• **PROBLEM STATEMENT**: Take each line from the entries that holds "Parkbridge" and copy it out.

• **RECORD SET**:
○ ○ ○ ○ ○

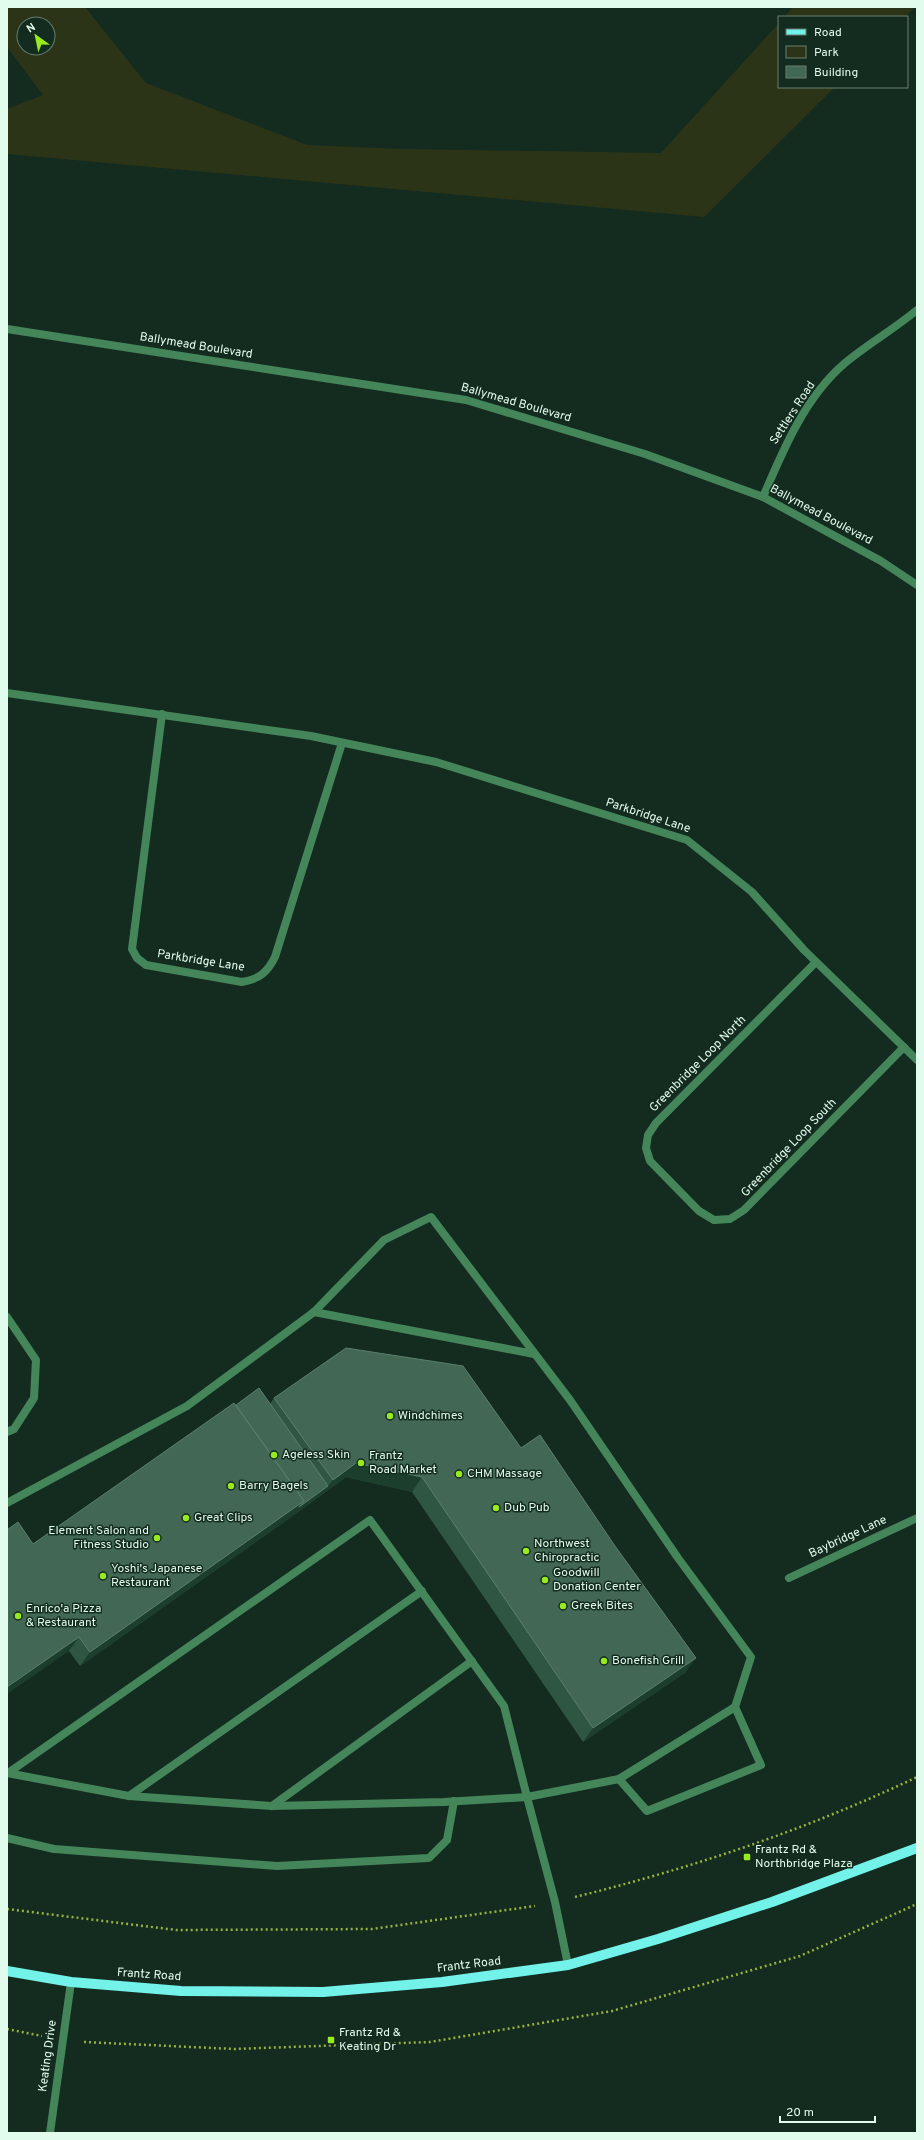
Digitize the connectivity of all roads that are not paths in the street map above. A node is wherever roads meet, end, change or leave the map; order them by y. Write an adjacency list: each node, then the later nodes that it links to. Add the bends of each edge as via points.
1 (917, 310): 3 (street, Settlers Road, via 845,363 818,393 781,454)
2 (7, 329): 3 (street, Ballymead Boulevard, via 466,400 645,454)
3 (762, 497): 4 (street, Ballymead Boulevard, via 881,561)
4 (917, 585)
5 (7, 693): 6 (street, Parkbridge Lane)
6 (162, 714): 7 (street, Parkbridge Lane); 7 (street, Parkbridge Lane, via 132,949 137,958 146,965 242,982 257,979 269,970 275,957)
7 (342, 743): 8 (street, Parkbridge Lane, via 436,762 687,840 752,892)
8 (816, 962): 9 (street, Parkbridge Lane); 11 (street, Greenbridge Loop North, via 656,1123 648,1135 646,1148 650,1161)
9 (904, 1047): 10 (street, Parkbridge Lane); 11 (street, Greenbridge Loop South, via 744,1210 730,1219 714,1220 700,1211)
10 (917, 1060)
11 (681, 1192)
12 (314, 1312): 14 (street); 14 (street, via 384,1240 431,1217); 16 (street, via 186,1406)
13 (7, 1317): 15 (street, via 36,1360 34,1398)
14 (534, 1354): 21 (street, via 570,1400 678,1558 751,1657)
15 (10, 1431)
16 (7, 1503)
17 (917, 1518): 18 (street, Baybridge Lane)
18 (790, 1578)
19 (422, 1591): 20 (street); 22 (street, via 370,1520); 24 (street)
20 (472, 1662): 25 (street, via 504,1706); 27 (street)
21 (735, 1707): 23 (street); 23 (street, via 761,1765 647,1811)
22 (8, 1773): 24 (street)
23 (619, 1779): 25 (street)
24 (129, 1796): 27 (street)
25 (527, 1797): 26 (street); 30 (street, via 555,1902)
26 (454, 1801): 27 (street); 28 (street, via 446,1840 429,1858 277,1866 54,1849)
27 (272, 1806)
28 (7, 1838)
29 (917, 1848): 30 (main road, Frantz Road, via 772,1902)
30 (568, 1965): 32 (main road, Frantz Road, via 442,1982 324,1992 181,1991)
31 (7, 1971): 32 (main road, Frantz Road)
32 (71, 1982): 33 (street, Keating Drive)
33 (50, 2133)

○ ○ ○ ○ ○

• **PROBLEM SOLUTION**:
5 (7, 693): 6 (street, Parkbridge Lane)
6 (162, 714): 7 (street, Parkbridge Lane); 7 (street, Parkbridge Lane, via 132,949 137,958 146,965 242,982 257,979 269,970 275,957)
7 (342, 743): 8 (street, Parkbridge Lane, via 436,762 687,840 752,892)
8 (816, 962): 9 (street, Parkbridge Lane); 11 (street, Greenbridge Loop North, via 656,1123 648,1135 646,1148 650,1161)
9 (904, 1047): 10 (street, Parkbridge Lane); 11 (street, Greenbridge Loop South, via 744,1210 730,1219 714,1220 700,1211)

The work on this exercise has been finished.